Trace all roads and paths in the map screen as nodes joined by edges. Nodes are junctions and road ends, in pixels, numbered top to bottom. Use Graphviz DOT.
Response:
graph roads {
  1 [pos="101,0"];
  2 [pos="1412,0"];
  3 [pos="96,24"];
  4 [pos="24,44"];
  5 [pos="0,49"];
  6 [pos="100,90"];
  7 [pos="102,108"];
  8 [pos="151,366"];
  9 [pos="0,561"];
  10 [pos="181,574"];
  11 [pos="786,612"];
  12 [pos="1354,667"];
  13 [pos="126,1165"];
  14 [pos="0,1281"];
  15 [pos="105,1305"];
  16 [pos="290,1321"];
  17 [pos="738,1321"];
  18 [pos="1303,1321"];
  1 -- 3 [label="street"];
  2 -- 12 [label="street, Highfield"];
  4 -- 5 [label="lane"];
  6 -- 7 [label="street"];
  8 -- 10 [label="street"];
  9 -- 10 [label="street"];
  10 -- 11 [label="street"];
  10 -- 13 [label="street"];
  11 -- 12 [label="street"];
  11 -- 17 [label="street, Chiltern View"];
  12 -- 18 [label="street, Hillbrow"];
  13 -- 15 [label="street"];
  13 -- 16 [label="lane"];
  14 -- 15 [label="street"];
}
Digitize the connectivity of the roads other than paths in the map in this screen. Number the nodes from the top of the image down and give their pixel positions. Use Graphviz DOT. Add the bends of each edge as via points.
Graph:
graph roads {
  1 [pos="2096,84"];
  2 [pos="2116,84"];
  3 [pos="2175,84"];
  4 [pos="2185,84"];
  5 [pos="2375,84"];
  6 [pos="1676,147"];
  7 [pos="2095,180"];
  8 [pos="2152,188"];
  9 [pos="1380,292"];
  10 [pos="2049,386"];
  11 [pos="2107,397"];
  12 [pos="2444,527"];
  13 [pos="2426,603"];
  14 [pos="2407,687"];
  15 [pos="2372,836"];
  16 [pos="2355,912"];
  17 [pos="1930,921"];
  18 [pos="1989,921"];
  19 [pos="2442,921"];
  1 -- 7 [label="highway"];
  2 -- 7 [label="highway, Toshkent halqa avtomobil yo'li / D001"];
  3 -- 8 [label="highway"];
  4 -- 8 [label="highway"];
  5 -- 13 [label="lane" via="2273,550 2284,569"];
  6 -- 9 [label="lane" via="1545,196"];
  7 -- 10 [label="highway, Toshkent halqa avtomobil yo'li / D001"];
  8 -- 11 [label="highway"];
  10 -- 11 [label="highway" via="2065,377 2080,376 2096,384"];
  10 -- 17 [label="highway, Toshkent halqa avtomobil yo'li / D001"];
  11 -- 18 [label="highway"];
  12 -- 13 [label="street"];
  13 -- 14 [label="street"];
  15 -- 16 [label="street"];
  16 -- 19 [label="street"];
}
---
» **The problem**
Lines from the one with "Digitize the connectivity" through the last line above must be printed exactly; no other line is to appear.

» **Written reply**
Digitize the connectivity of the roads other than paths in the map in this screen. Number the nodes from the top of the image down and give their pixel positions. Use Graphviz DOT. Add the bends of each edge as via points.
Graph:
graph roads {
  1 [pos="2096,84"];
  2 [pos="2116,84"];
  3 [pos="2175,84"];
  4 [pos="2185,84"];
  5 [pos="2375,84"];
  6 [pos="1676,147"];
  7 [pos="2095,180"];
  8 [pos="2152,188"];
  9 [pos="1380,292"];
  10 [pos="2049,386"];
  11 [pos="2107,397"];
  12 [pos="2444,527"];
  13 [pos="2426,603"];
  14 [pos="2407,687"];
  15 [pos="2372,836"];
  16 [pos="2355,912"];
  17 [pos="1930,921"];
  18 [pos="1989,921"];
  19 [pos="2442,921"];
  1 -- 7 [label="highway"];
  2 -- 7 [label="highway, Toshkent halqa avtomobil yo'li / D001"];
  3 -- 8 [label="highway"];
  4 -- 8 [label="highway"];
  5 -- 13 [label="lane" via="2273,550 2284,569"];
  6 -- 9 [label="lane" via="1545,196"];
  7 -- 10 [label="highway, Toshkent halqa avtomobil yo'li / D001"];
  8 -- 11 [label="highway"];
  10 -- 11 [label="highway" via="2065,377 2080,376 2096,384"];
  10 -- 17 [label="highway, Toshkent halqa avtomobil yo'li / D001"];
  11 -- 18 [label="highway"];
  12 -- 13 [label="street"];
  13 -- 14 [label="street"];
  15 -- 16 [label="street"];
  16 -- 19 [label="street"];
}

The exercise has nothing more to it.